Nel fondo femminile, quella stagione si presenta come un autentico “anno zero”. Infatti pochi mesi prima la norvegese Bente Skari Martinsen, dominatrice assoluta della disciplina, ha inaspettatamente appeso gli sci al chiodo appena trentenne. Il suo improvviso addio genera quindi un vuoto di potere al vertice del circuito. La favorita per succedere sul trono vacante appare l’estone Kristina Smigun, la quale, senza l’ingombrante presenza della scandinava, sembra destinata a consacrarsi anche a livello di classifica generale dopo aver conquistato la prima medaglia d’oro della carriera in un grande evento ai Mondiali della Val di Fiemme. La principale alternativa alla baltica viene considerata l’azzurra Gabriella Paruzzi, terza nella graduatoria assoluta del 2002-2003. Invece, potenziali candidate alla conquista della Sfera di cristallo quali la ceca Katerina Neumannova e la russa Julia Tchepalova, sono fuorigioco in quanto ambedue reduci da una pausa maternità. Entrambe hanno infatti annunciato un impegno part-time. Infine, la ventitreenne tedesca Evi Sachenbacher viene ritenuta un’outsider, essendo ancora giovane e acerba rispetto ad avversarie ben più esperte. Nessuno si fila la sua coetanea norvegese Marit Bjørgen, additata come una specialista delle sprint…
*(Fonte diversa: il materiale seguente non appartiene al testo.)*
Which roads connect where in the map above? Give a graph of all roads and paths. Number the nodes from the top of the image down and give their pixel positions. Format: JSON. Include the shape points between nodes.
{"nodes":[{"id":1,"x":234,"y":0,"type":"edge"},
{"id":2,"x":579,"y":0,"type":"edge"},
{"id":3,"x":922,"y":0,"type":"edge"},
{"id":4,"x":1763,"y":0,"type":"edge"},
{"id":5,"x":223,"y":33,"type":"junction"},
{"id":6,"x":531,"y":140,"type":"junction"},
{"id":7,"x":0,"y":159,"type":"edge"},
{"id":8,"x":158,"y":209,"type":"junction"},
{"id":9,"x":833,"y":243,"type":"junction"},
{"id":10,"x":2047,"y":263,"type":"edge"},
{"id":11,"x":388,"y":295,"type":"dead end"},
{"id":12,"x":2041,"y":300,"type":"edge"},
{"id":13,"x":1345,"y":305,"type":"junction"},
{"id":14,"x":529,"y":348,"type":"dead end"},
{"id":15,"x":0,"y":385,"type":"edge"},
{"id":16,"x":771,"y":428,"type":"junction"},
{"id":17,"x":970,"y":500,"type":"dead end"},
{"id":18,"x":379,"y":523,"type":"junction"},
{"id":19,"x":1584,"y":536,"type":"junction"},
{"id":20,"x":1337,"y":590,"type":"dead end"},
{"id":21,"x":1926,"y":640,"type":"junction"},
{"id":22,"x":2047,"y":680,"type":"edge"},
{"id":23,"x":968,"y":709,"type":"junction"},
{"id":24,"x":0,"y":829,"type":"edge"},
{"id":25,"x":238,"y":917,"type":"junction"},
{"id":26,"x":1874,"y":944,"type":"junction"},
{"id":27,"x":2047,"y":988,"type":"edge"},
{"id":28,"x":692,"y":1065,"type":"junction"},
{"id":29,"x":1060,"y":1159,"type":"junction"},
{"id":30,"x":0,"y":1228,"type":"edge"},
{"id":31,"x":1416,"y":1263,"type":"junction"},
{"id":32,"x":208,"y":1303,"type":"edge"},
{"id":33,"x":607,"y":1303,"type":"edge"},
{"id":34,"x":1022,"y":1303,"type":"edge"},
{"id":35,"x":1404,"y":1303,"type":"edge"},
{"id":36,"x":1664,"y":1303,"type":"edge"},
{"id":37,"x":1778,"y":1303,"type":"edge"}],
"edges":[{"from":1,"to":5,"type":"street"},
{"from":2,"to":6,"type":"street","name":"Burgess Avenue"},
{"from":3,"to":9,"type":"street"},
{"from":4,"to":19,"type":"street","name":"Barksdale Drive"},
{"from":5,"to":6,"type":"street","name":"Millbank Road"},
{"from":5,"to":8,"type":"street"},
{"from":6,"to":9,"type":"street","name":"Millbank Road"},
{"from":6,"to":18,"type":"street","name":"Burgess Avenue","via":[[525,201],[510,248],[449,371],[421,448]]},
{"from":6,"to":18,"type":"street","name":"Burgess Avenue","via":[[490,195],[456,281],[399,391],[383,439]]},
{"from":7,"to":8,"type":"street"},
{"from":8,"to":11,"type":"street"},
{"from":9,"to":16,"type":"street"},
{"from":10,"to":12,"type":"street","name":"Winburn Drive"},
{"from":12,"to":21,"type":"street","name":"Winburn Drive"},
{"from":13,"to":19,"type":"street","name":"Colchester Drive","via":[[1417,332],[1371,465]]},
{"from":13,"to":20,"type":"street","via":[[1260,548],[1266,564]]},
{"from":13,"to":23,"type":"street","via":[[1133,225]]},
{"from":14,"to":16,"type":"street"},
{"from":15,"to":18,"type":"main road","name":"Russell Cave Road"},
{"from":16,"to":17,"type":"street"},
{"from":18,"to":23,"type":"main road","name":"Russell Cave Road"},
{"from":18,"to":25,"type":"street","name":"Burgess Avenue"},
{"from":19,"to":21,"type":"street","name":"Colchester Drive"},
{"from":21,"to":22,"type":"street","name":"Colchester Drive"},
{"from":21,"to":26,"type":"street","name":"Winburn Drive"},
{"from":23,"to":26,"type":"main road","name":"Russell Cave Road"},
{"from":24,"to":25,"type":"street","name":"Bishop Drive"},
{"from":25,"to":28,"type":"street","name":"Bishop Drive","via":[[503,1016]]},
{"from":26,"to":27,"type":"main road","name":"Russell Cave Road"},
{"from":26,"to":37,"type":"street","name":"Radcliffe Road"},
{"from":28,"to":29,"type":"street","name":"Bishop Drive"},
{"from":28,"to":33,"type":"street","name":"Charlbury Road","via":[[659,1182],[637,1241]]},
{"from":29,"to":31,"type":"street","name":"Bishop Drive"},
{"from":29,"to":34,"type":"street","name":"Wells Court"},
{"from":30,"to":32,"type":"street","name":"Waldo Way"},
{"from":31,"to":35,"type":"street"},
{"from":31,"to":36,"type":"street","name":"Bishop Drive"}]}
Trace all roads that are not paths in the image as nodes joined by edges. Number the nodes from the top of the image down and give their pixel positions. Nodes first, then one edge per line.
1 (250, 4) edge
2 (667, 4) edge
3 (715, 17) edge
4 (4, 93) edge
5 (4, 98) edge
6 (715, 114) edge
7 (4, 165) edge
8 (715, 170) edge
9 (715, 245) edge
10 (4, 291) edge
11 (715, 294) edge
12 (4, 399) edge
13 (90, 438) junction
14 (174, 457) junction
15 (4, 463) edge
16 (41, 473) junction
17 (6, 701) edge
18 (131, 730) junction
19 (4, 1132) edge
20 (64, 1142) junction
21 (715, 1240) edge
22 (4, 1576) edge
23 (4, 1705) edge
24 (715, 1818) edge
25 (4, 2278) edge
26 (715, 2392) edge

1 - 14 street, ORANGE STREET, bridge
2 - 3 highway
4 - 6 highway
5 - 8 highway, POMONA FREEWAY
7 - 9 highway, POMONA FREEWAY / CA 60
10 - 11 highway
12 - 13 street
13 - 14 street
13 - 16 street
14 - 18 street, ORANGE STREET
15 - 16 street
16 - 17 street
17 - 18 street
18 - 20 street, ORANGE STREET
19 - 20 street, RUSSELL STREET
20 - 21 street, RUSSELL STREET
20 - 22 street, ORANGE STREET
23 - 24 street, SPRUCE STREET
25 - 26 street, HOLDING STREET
È proprio una sprint a tenere a battesimo la stagione, quella cittadina di Düsseldorf, all’epoca posizionata addirittura a fine ottobre. In questa competizione sui generis, è proprio Paruzzi a trionfare, indossando per la prima volta in carriera il pettorale giallo. Dopo questo vero e proprio prologo, la Coppa del Mondo si ferma per un mese, ricominciando a fine novembre. Alla ripresa delle ostilità sono la già citata Smigun e l’ucraina Valentina Shevchenko a fare la voce grossa, spartendosi i successi nelle cinque gare che vanno in scena tra Beitostølen, Kuusamo, Dobbiaco e Davos. Non a caso, la leadership in classifica generale viene presa proprio da Shevchenko, con 400 punti, quattro in più di Smigun (396). Paruzzi, però, è un martello. Quarta, sesta, quinta, quarta, terza. Questi i suoi piazzamenti nelle cinque prove dominate dalle atlete dell’Est. Risultati che le consentono di restare a contatto (345) nella graduatoria assoluta.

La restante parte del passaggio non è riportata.